To replace the feature, there were competing class list apps, each requiring
users install it and with its own data, so none of them worked.

I remember thinking whoever made that decision probably didn't understand the
feature. But they sure were motivated to build an app ecosystem nobody asked
for.

------
actuator
If FB doesn't have a play on education yet, they might want to capitalise on
remote classes through video/transcripts. Possibly have a piazza equivalent
built in and make it more accessible to schools.

------
kome
My university is a joke, and therefore I am sure they will adopt this soon
without thinking to any of the consequences.

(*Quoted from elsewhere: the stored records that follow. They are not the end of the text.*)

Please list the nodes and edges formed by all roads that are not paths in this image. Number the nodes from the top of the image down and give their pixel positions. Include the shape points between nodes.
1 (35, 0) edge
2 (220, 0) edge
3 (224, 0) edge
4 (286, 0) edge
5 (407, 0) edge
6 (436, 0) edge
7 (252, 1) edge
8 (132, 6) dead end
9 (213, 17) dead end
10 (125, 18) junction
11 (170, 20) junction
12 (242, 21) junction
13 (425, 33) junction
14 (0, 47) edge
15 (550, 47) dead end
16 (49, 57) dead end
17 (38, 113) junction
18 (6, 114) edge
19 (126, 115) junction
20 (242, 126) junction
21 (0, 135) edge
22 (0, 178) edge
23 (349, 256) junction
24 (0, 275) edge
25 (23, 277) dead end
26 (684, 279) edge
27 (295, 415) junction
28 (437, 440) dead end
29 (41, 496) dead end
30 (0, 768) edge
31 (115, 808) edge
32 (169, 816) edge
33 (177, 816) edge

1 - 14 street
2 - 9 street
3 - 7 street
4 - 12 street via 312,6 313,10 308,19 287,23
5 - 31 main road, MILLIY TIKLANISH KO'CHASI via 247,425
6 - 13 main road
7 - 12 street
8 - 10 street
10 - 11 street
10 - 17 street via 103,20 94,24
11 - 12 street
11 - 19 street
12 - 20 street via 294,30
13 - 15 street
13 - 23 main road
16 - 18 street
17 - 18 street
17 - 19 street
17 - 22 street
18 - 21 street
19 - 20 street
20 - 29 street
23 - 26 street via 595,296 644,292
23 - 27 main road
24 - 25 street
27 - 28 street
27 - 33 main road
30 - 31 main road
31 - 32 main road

Basically Facebook want to fully substitute email within colleges.

What could go wrong?

This is not for users, it is more for university admins.

------
xxpor
Did Facebook invent a time machine to go back to 15 years ago?

------
chendragon
Might be unrelated, but when I visit this page in a private browsing session
on iOS 14 and play the video I get a modal saying Facebook would like to use
cookies and website data, and if you allow they can track me. If I don't
allow, the video stops playing. If I do nothing, the video plays in the
background.

[https://ibb.co/Bc2t2mK](https://ibb.co/Bc2t2mK)

------
tempodox
That name sounds like a place where you can get a degree in user tracking. I'm
almost disappointed.

------
koolba
Any idea if the schools are getting directly or indirectly paid to be a part
of this?

------
choiway
Is this an April Fools joke?

------
limeblack
A mobile version of messenger.com would be nice also.

On budget phones(think 8GBs) web apps are the best solution but yet there is
only a mobile version of Facebook.com.

------
bcatanzaro
The circle of life has rotated - we're now in a position where "Facebook but
for Facebook" is an innovation. ;)

------
sriram_sun
So cost of entry is $20k and up per year? In other news, Deans of admission
might be silently thanking Zuck for this feature!

------
12xo
Facebook is AOL circa 1997. When it seemed that they'd be a dominate player
forever... Fast forward a few years and were are almost non-existent. A few
more and they were gone all together.

Never forget that the internet is awash in dead companies and sites that were
extremely popular and powerful, until they werent.

Facebook is a giant, but its dominance in the USA and the EU is likely short
lived.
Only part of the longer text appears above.